[Stored data entries]
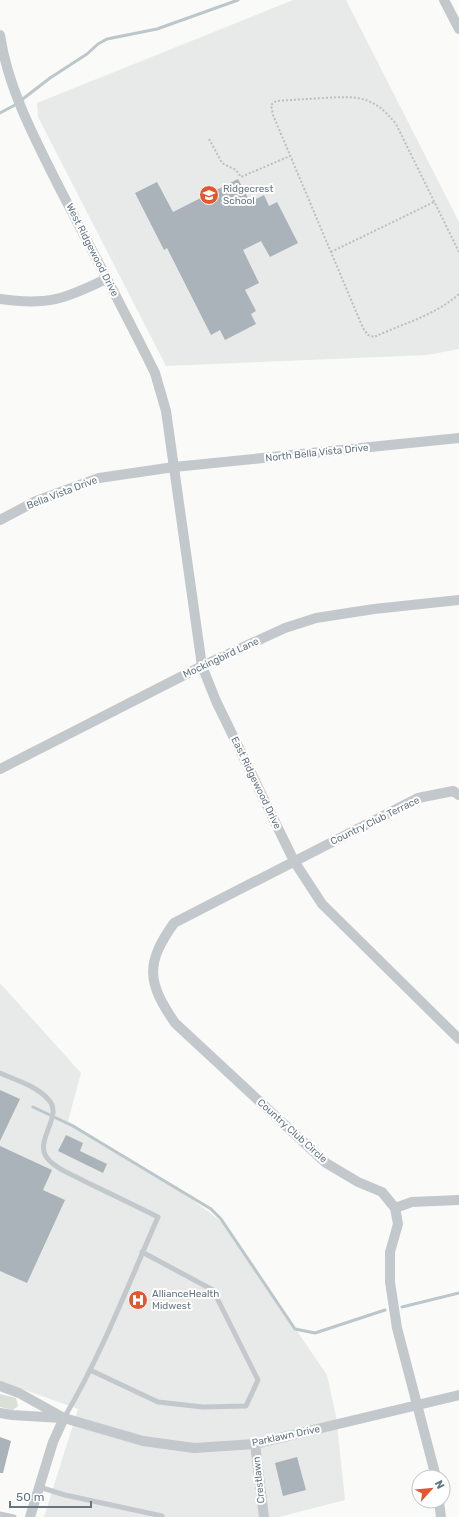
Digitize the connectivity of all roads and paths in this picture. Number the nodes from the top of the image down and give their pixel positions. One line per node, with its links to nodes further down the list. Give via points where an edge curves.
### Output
1 (444, 0): 2 (street)
2 (459, 29)
3 (0, 35): 9 (street, West Ridgewood Drive, via 4,62 23,111)
4 (209, 139): 5 (path, via 222,163 236,170 240,177)
5 (290, 156): 6 (path, via 273,115 271,105 276,101 352,96 367,100 385,110 396,124); 7 (path)
6 (434, 202): 7 (path); 8 (path)
7 (331, 252): 10 (path, via 368,335 374,336 431,312 450,303)
8 (459, 252)
9 (106, 279): 11 (street, via 74,294 48,302 21,303); 13 (street, West Ridgewood Drive, via 154,373 166,411)
10 (459, 294)
11 (0, 299)
12 (459, 438): 13 (street, North Bella Vista Drive)
13 (174, 467): 14 (street, Bella Vista Drive, via 99,478 36,501); 16 (street, East Ridgewood Drive)
14 (0, 520)
15 (459, 600): 16 (street, Mockingbird Lane, via 374,608 316,618 285,628)
16 (202, 666): 17 (street, Mockingbird Lane); 19 (street, East Ridgewood Drive)
17 (0, 769)
18 (459, 795): 19 (street, Country Club Terrace, via 453,791 418,798)
19 (294, 860): 20 (street, East Ridgewood Drive, via 322,904); 23 (street, Country Club Circle, via 174,923 162,940 153,962 154,985 161,1003 175,1023 326,1163 358,1182 382,1192)
20 (459, 1039)
21 (0, 1073): 24 (lane, via 30,1086 49,1099 53,1112 43,1151 48,1159 62,1170 158,1217)
22 (459, 1200): 23 (street, via 412,1202)
23 (395, 1208): 28 (street, via 398,1224 390,1252 390,1282 397,1328)
24 (142, 1252): 25 (lane); 25 (lane, via 213,1290 258,1380 246,1406 203,1407 158,1402)
25 (90, 1370): 30 (lane)
26 (0, 1386): 30 (street, Parklawn Drive, via 19,1393)
27 (459, 1394): 28 (street, Parklawn Drive)
28 (418, 1405): 31 (street, Parklawn Drive); 32 (street)
29 (0, 1413): 30 (street, Parklawn Drive)
30 (64, 1418): 31 (street, Parklawn Drive, via 143,1441 194,1448); 33 (street, via 53,1442)
31 (255, 1444): 38 (street, Crestlawn)
32 (434, 1469)
33 (39, 1487): 35 (lane); 37 (street)
34 (0, 1514): 36 (lane)
35 (162, 1516)
36 (14, 1517)
37 (30, 1517)
38 (264, 1517)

§ **TASK OBJECTIVE**: Within the data above, pick out all lines holding the word "Parklawn".

§ **THE ANSWER**:
26 (0, 1386): 30 (street, Parklawn Drive, via 19,1393)
27 (459, 1394): 28 (street, Parklawn Drive)
28 (418, 1405): 31 (street, Parklawn Drive); 32 (street)
29 (0, 1413): 30 (street, Parklawn Drive)
30 (64, 1418): 31 (street, Parklawn Drive, via 143,1441 194,1448); 33 (street, via 53,1442)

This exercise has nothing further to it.